*TASK BRIEF*
Please copy out every line of the listing below in which the word "network" appears.

*DATA SECTION*
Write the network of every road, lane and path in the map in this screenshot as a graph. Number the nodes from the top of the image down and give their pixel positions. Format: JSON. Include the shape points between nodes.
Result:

* * *

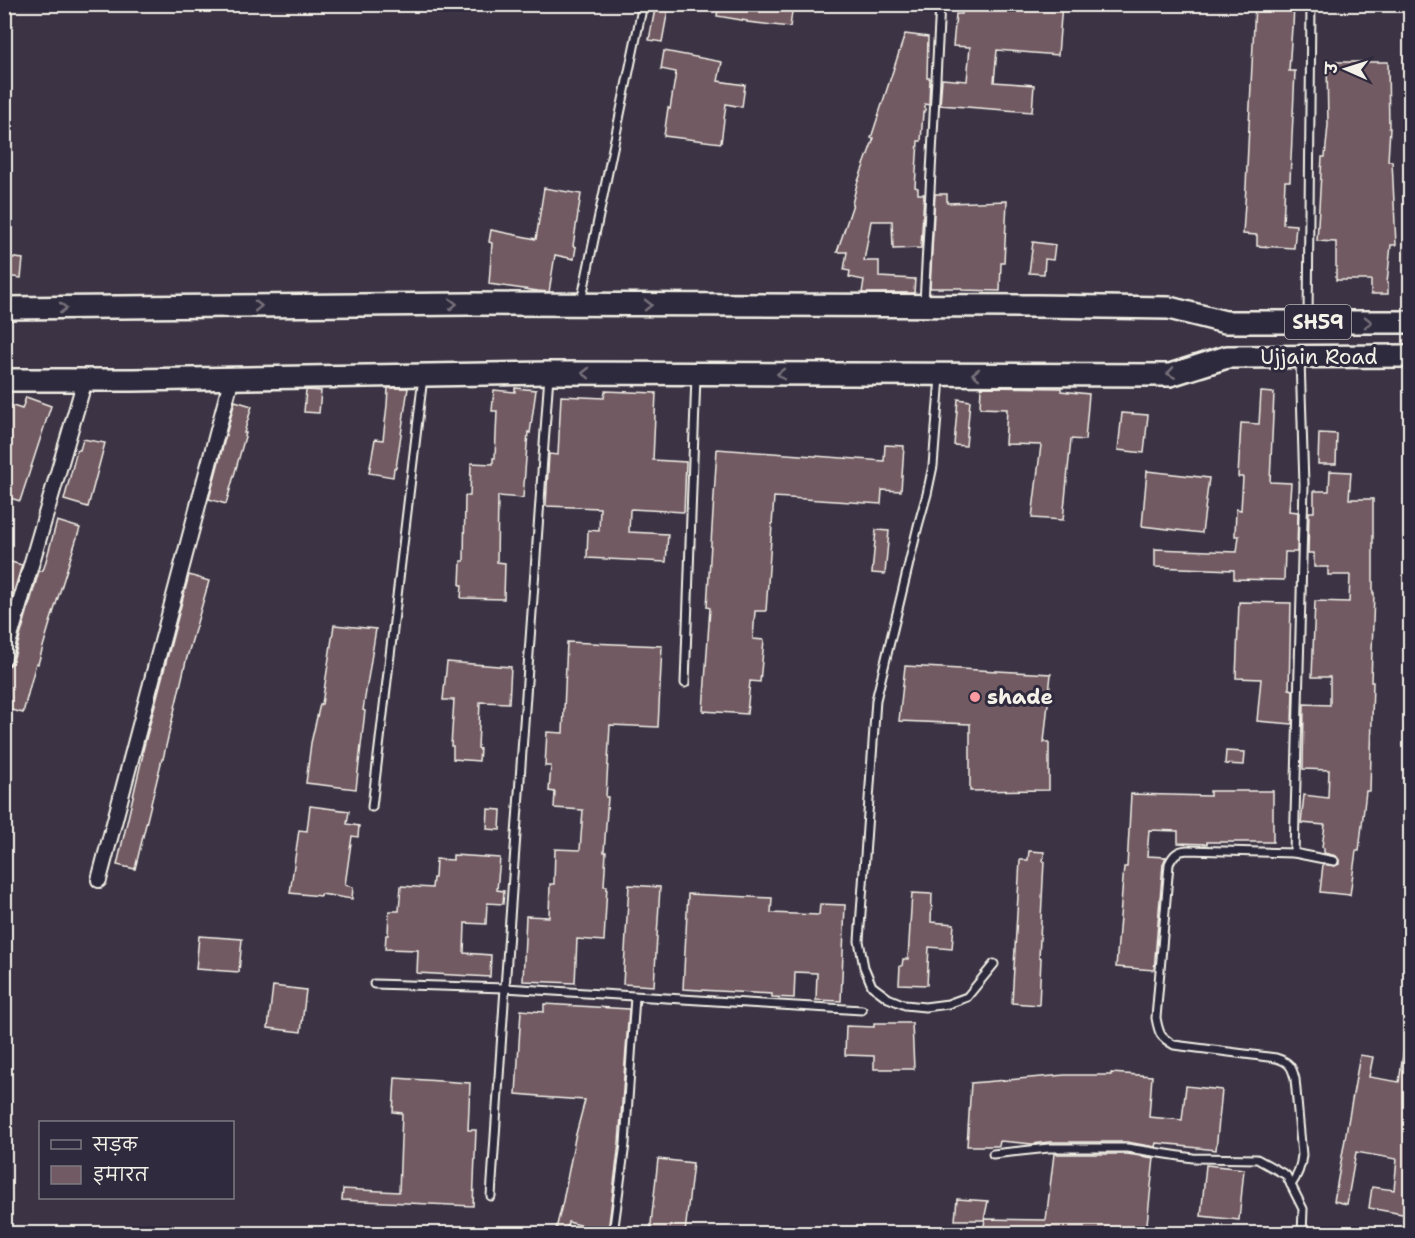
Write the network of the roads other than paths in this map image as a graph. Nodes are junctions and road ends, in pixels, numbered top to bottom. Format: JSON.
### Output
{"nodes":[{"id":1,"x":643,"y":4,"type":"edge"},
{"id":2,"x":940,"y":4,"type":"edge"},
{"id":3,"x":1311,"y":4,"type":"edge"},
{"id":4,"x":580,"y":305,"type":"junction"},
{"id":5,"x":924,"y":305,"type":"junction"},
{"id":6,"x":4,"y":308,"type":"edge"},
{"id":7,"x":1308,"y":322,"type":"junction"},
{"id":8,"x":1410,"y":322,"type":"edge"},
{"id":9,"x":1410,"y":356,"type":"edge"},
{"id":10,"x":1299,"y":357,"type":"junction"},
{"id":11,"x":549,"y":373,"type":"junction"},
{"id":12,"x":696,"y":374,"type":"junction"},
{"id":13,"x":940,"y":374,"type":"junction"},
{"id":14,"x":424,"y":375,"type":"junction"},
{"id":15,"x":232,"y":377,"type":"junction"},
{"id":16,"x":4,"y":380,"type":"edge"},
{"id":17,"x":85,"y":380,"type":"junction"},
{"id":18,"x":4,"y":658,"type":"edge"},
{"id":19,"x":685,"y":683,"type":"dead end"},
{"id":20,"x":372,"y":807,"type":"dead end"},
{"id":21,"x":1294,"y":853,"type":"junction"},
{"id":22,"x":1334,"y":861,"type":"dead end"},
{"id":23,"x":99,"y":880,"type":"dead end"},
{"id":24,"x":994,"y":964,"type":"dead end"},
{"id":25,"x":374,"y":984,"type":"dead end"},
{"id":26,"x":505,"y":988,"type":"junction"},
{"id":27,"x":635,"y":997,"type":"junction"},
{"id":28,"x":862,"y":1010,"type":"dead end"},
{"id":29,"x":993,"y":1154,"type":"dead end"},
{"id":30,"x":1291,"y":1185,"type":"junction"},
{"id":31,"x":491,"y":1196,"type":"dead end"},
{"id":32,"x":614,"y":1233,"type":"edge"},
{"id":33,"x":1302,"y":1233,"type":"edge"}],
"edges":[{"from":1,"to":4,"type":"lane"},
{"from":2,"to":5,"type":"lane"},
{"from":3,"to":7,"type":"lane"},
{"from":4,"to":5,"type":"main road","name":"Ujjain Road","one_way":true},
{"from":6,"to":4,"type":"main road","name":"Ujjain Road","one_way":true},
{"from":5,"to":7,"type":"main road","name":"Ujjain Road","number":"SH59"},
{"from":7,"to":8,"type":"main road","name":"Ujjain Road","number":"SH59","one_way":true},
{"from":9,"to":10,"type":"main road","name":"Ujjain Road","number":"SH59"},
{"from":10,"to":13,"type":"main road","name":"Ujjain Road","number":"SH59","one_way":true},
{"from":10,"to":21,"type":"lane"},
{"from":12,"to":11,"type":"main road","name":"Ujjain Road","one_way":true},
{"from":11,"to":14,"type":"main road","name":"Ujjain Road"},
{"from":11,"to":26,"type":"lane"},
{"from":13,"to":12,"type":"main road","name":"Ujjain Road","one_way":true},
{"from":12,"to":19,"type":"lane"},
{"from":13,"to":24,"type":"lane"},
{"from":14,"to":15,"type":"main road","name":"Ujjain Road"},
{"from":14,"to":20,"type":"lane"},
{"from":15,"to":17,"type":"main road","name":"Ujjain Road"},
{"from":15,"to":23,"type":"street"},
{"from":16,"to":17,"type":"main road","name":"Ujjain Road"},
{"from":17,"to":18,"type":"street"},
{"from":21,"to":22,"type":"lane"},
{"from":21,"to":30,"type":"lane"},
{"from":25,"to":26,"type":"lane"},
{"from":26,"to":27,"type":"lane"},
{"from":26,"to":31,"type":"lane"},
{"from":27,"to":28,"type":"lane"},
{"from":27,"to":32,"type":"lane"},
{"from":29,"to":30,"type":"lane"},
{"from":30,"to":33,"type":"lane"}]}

* * *

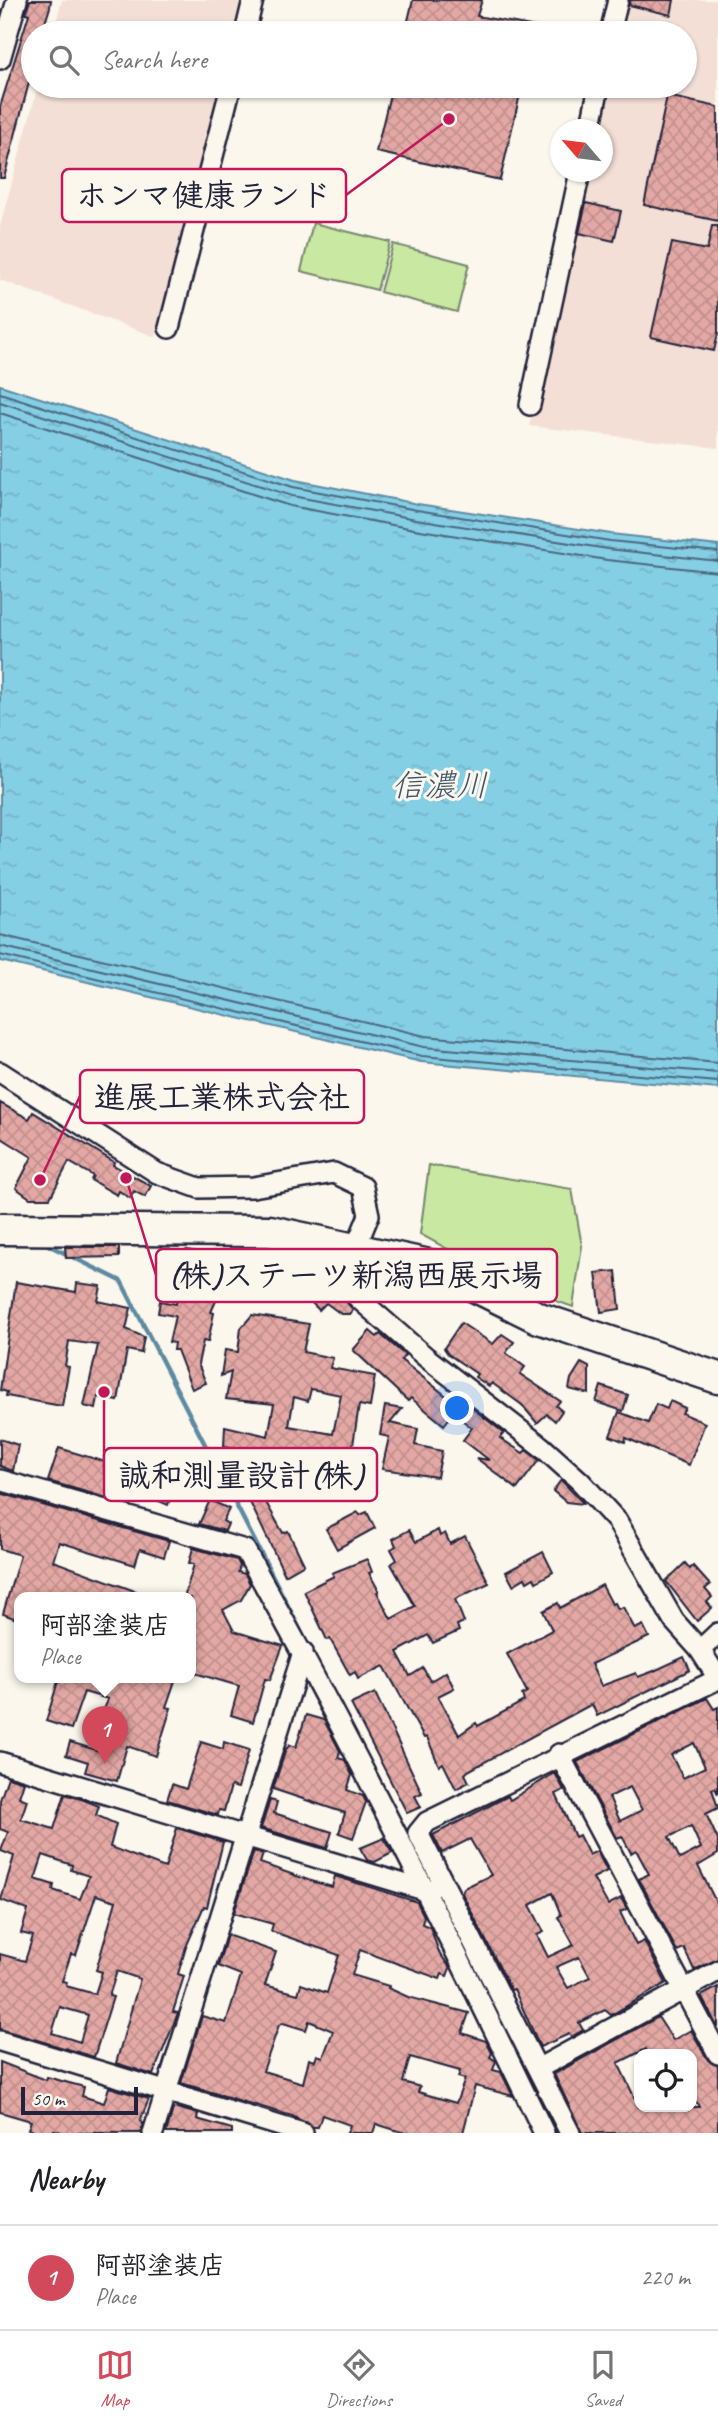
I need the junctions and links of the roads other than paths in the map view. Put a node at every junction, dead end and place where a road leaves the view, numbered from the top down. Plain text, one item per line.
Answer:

*REPLY*
Write the network of every road, lane and path in the map in this screenshot as a graph. Number the nodes from the top of the image down and give their pixel positions. Format: JSON. Include the shape points between nodes.
Write the network of the roads other than paths in this map image as a graph. Nodes are junctions and road ends, in pixels, numbered top to bottom. Format: JSON.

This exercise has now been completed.